### What you will do
Return the data exactly, without pictures.

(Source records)
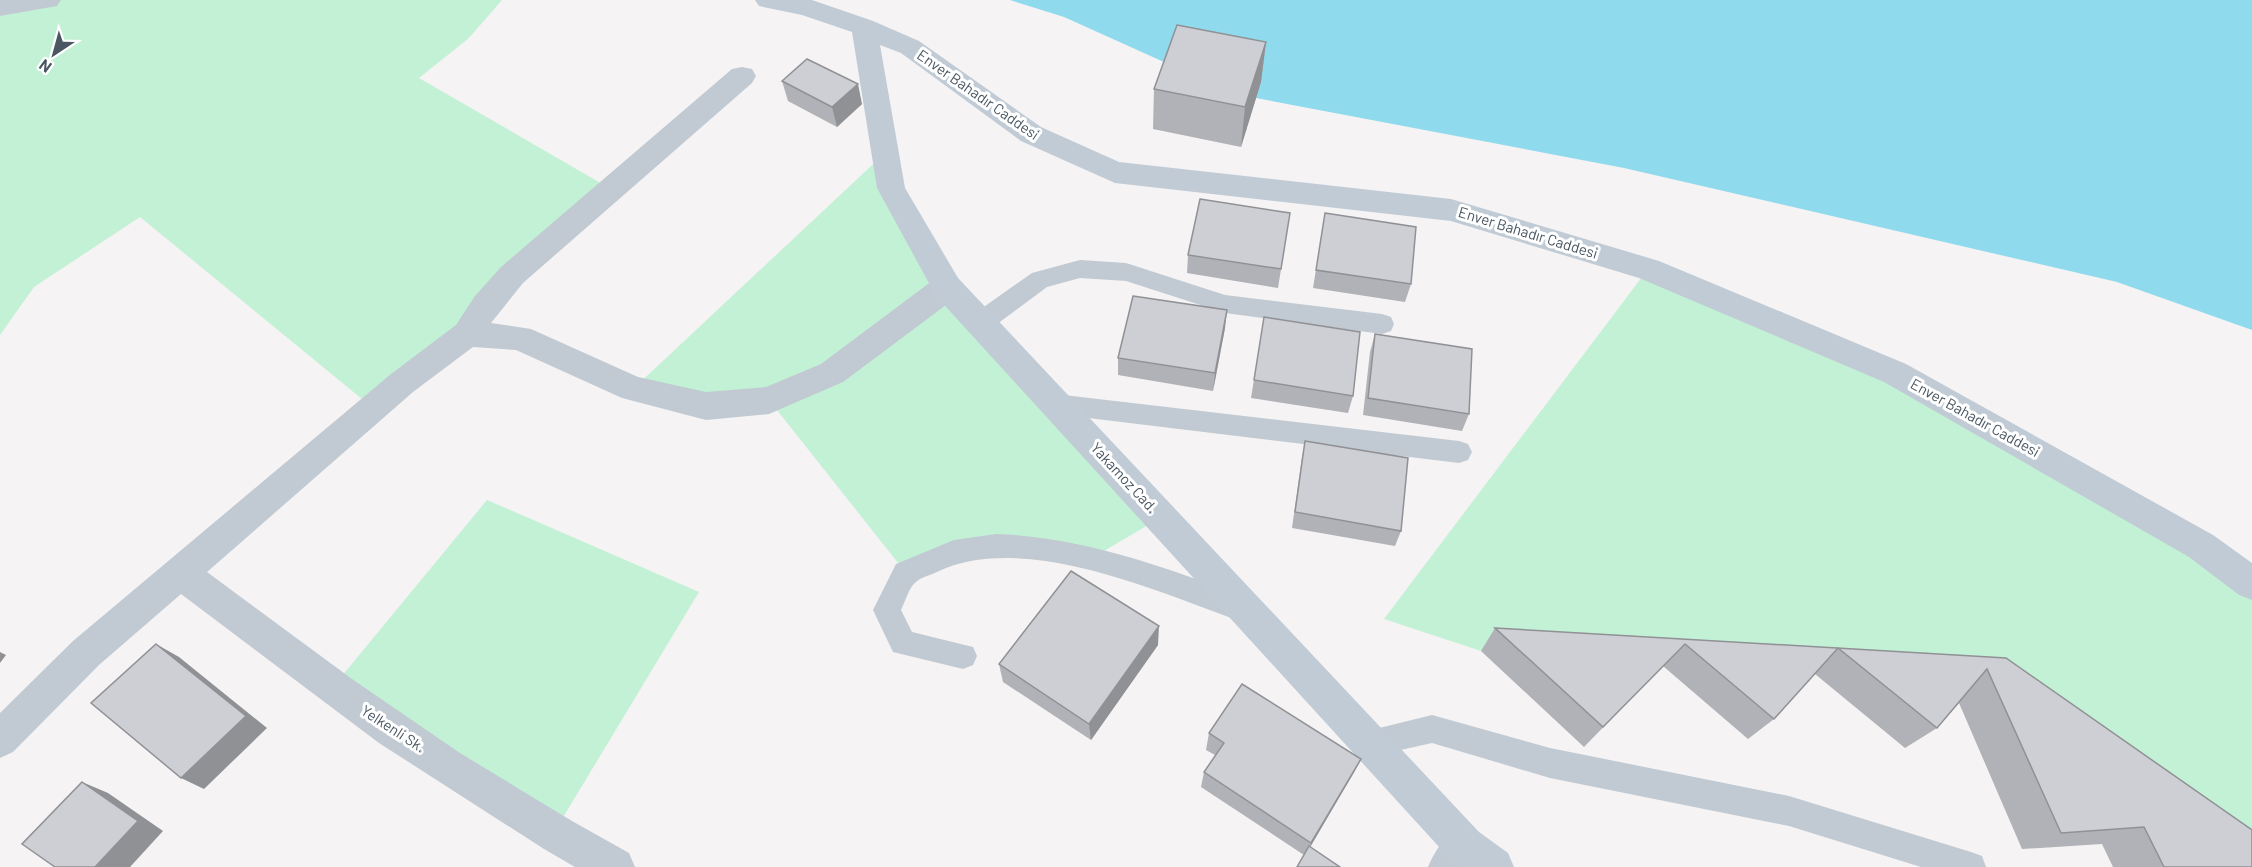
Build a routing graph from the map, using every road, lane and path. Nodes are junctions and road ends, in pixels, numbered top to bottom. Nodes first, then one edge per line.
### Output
1 (48, 0) edge
2 (768, 0) edge
3 (0, 7) edge
4 (864, 27) junction
5 (742, 76) dead end
6 (947, 287) junction
7 (980, 323) junction
8 (1382, 324) dead end
9 (467, 334) junction
10 (1055, 404) junction
11 (1459, 452) dead end
12 (182, 574) junction
13 (2252, 584) edge
14 (1245, 610) junction
15 (963, 656) dead end
16 (0, 739) edge
17 (1369, 743) junction
18 (1469, 860) edge
19 (615, 867) edge
20 (1971, 867) edge

1 - 3 street
2 - 4 main road, Enver Bahadır Caddesi
4 - 6 main road, Yakamoz Cad.
4 - 13 main road, Enver Bahadır Caddesi
5 - 9 street
6 - 7 main road, Yakamoz Cad.
6 - 9 street
7 - 8 lane
7 - 10 main road, Yakamoz Cad.
9 - 12 street
10 - 11 lane
10 - 14 main road, Yakamoz Cad.
12 - 16 street
12 - 19 street, Yelkenli Sk.
14 - 15 lane
14 - 17 main road, Yakamoz Cad.
17 - 18 main road, Yakamoz Cad.
17 - 20 lane

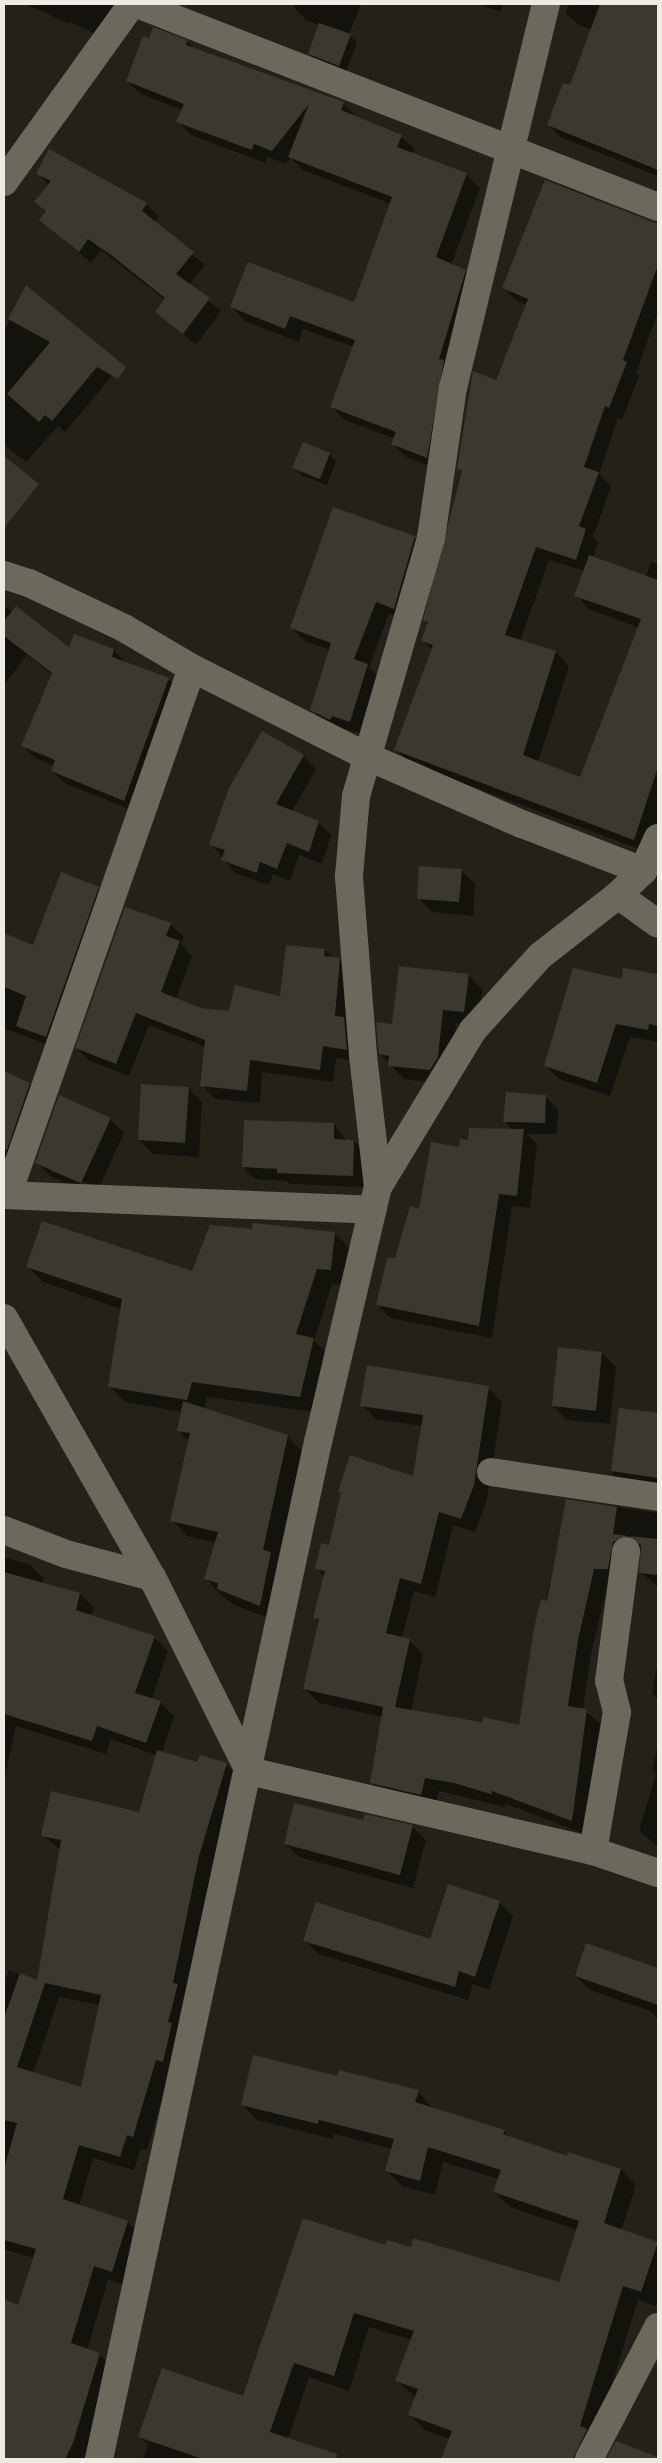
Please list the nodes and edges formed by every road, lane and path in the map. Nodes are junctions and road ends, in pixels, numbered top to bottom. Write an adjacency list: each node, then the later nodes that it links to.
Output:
1 (132, 4): 5 (street)
2 (137, 4): 4 (street)
3 (546, 4): 4 (street)
4 (510, 146): 6 (street); 9 (street)
5 (4, 182)
6 (658, 207)
7 (4, 575): 8 (street)
8 (192, 668): 9 (street); 14 (street)
9 (366, 756): 11 (street); 15 (street)
10 (658, 838): 11 (street)
11 (643, 871): 12 (street)
12 (618, 895): 13 (street); 15 (street)
13 (658, 924)
14 (6, 1194): 15 (street)
15 (376, 1198): 22 (street)
16 (4, 1318): 21 (street)
17 (492, 1472): 18 (street)
18 (658, 1497)
19 (4, 1530): 21 (street)
20 (626, 1552): 23 (street)
21 (152, 1577): 22 (street)
22 (249, 1771): 23 (street); 26 (street)
23 (593, 1851): 24 (street)
24 (658, 1873)
25 (658, 2326): 27 (street)
26 (99, 2459)
27 (589, 2459)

### Worked solution
Build a routing graph from the map, using every road, lane and path. Nodes are junctions and road ends, in pixels, numbered top to bottom. Nodes first, then one edge per line.
### Output
1 (48, 0) edge
2 (768, 0) edge
3 (0, 7) edge
4 (864, 27) junction
5 (742, 76) dead end
6 (947, 287) junction
7 (980, 323) junction
8 (1382, 324) dead end
9 (467, 334) junction
10 (1055, 404) junction
11 (1459, 452) dead end
12 (182, 574) junction
13 (2252, 584) edge
14 (1245, 610) junction
15 (963, 656) dead end
16 (0, 739) edge
17 (1369, 743) junction
18 (1469, 860) edge
19 (615, 867) edge
20 (1971, 867) edge

1 - 3 street
2 - 4 main road, Enver Bahadır Caddesi
4 - 6 main road, Yakamoz Cad.
4 - 13 main road, Enver Bahadır Caddesi
5 - 9 street
6 - 7 main road, Yakamoz Cad.
6 - 9 street
7 - 8 lane
7 - 10 main road, Yakamoz Cad.
9 - 12 street
10 - 11 lane
10 - 14 main road, Yakamoz Cad.
12 - 16 street
12 - 19 street, Yelkenli Sk.
14 - 15 lane
14 - 17 main road, Yakamoz Cad.
17 - 18 main road, Yakamoz Cad.
17 - 20 lane

Please list the nodes and edges formed by every road, lane and path in the map. Nodes are junctions and road ends, in pixels, numbered top to bottom. Write an adjacency list: each node, then the later nodes that it links to.
Output:
1 (132, 4): 5 (street)
2 (137, 4): 4 (street)
3 (546, 4): 4 (street)
4 (510, 146): 6 (street); 9 (street)
5 (4, 182)
6 (658, 207)
7 (4, 575): 8 (street)
8 (192, 668): 9 (street); 14 (street)
9 (366, 756): 11 (street); 15 (street)
10 (658, 838): 11 (street)
11 (643, 871): 12 (street)
12 (618, 895): 13 (street); 15 (street)
13 (658, 924)
14 (6, 1194): 15 (street)
15 (376, 1198): 22 (street)
16 (4, 1318): 21 (street)
17 (492, 1472): 18 (street)
18 (658, 1497)
19 (4, 1530): 21 (street)
20 (626, 1552): 23 (street)
21 (152, 1577): 22 (street)
22 (249, 1771): 23 (street); 26 (street)
23 (593, 1851): 24 (street)
24 (658, 1873)
25 (658, 2326): 27 (street)
26 (99, 2459)
27 (589, 2459)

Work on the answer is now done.